The United States launched waves of strikes on Iran after an American Apache helicopter was downed in the Strait of Hormuz, prompting warnings of retaliation from Tehran. US Central Command said strikes began at 22:00 GMT on Tuesday and ended just before 01:00 GMT on Wednesday.

The AH-64 Apache went down on Monday evening near the coast of Oman while patrolling regional waters. Two crew members were rescued by a US Navy drone vessel and both are in stable condition.

The incident did not emerge from a vacuum. Less than a day before the helicopter was downed, President Trump had claimed a deal with Tehran could be reached as soon as that week, and both sides were described as being in the final stages of negotiations. Within 24 hours, those talks were overtaken by military exchange.

What the US Struck and How Iran Responded

The US struck Iranian air defense, ground control stations, and surveillance radar sites near the Strait of Hormuz. CENTCOM described the strikes as a "proportional response to unjustified Iranian aggression."

Iranian state media reported explosions on Qeshm Island, in Bandar Abbas, and in Jask county, three strategic locations surrounding the Strait of Hormuz. Qeshm Island is part of Iran's layered naval defense architecture near the strait. Bandar Abbas is home to a key Iranian naval and air base. Jask holds a naval presence and a critical shipping port east of the strait.

Iran's retaliation came quickly. The IRGC claimed strikes against:

  • US military bases in Bahrain, Kuwait, and Jordan.
  • 21 US targets in total, with four reported destroyed, including an F-35 fighter jet hangar at a base in Jordan.
  • Jordan's military confirmed it intercepted five Iranian missiles, while Bahrain sounded alarms and Kuwait activated its air defenses against hostile aerial targets.

Iran's Khatam al-Anbiya Central Headquarters warned that if the US repeated its aggression, "more severe and widespread attacks will be carried out against the bank of targets set in the region."

The Strategic Context No Headline Captures

Iran's position on responsibility for the helicopter has been deliberately opaque. Iranian state broadcaster IRIB reported that no offensive military operations had been carried out in the strait in the last 24 hours, while a US official confirmed an investigation determined an Iranian drone struck the helicopter and caused it to crash.

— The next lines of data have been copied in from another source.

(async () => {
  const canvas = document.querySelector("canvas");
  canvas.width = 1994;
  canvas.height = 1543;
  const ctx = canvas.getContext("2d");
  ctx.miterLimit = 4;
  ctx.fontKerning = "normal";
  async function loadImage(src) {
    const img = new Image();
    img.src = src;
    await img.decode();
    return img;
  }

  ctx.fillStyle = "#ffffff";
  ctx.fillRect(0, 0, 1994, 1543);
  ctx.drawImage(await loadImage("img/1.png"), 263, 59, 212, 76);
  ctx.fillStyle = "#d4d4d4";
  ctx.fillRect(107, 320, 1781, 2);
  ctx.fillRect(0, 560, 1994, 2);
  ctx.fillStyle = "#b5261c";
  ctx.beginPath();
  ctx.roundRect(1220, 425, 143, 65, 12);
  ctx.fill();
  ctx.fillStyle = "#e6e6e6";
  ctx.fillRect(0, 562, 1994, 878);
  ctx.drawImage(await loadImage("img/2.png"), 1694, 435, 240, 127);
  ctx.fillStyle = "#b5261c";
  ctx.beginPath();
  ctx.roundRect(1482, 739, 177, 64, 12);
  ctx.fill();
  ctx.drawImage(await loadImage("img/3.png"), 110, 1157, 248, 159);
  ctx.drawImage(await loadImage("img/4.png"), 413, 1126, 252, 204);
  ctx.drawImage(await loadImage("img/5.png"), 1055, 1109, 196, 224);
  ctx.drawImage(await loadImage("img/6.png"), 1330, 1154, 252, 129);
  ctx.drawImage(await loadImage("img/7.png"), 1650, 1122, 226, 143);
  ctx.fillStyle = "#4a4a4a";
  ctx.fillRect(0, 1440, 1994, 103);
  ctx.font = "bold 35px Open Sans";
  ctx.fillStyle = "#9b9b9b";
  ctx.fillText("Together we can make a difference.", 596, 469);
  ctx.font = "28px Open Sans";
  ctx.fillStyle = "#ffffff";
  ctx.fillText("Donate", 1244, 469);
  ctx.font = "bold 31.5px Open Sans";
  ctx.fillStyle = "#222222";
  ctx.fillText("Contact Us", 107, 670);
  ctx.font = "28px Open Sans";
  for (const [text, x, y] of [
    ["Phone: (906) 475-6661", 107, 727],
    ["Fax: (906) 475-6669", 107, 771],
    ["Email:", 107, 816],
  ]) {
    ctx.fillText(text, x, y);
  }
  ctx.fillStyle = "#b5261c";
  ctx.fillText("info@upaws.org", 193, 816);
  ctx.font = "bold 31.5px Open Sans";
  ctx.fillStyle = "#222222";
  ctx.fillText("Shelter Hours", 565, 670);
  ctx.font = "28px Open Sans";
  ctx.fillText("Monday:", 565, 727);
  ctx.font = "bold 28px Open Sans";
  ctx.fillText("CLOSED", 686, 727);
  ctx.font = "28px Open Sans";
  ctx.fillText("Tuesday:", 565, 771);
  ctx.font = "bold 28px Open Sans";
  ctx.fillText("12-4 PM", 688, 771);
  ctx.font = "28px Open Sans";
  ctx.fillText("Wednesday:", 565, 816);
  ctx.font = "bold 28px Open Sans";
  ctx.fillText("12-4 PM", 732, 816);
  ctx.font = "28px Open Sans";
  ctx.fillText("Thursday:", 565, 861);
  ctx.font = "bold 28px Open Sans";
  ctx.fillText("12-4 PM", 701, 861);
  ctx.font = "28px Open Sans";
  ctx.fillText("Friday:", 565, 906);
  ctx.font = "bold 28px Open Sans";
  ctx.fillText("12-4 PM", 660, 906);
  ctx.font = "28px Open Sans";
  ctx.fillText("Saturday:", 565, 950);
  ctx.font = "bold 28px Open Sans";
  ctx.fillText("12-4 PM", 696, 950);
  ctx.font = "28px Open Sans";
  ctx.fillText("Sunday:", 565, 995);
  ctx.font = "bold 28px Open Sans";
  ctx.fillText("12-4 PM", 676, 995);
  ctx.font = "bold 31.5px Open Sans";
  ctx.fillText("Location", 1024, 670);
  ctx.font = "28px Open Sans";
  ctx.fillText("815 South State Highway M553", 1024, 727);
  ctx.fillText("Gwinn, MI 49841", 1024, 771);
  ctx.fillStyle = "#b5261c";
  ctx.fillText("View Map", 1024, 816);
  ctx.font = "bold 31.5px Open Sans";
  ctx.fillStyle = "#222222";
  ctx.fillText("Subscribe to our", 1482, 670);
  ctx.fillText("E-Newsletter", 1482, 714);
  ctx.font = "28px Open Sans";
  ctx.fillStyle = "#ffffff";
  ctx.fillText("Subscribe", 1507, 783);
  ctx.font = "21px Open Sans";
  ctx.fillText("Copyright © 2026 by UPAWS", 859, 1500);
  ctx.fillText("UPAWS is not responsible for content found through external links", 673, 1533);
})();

That gap between denial and retaliation is a calculated posture. Tehran has used plausible deniability as a buffer before, absorbing US response while keeping the formal option of de-escalation open.

Iranian Foreign Minister Abbas Araghchi said before the US strikes: "Foreign forces in proximity to our territory are at constant risk on account of their own human errors, plain accidents, or potentially being caught in crossfire. To reduce risk, best solution is for them to leave."

The broader cost of this exchange is not measured in airstrikes alone. The closure of the Strait of Hormuz has driven up fuel costs globally, with fertilizer shipments from the Gulf to countries like Sudan blocked, driving food prices up 20 to 30 percent in some of the world's poorest nations.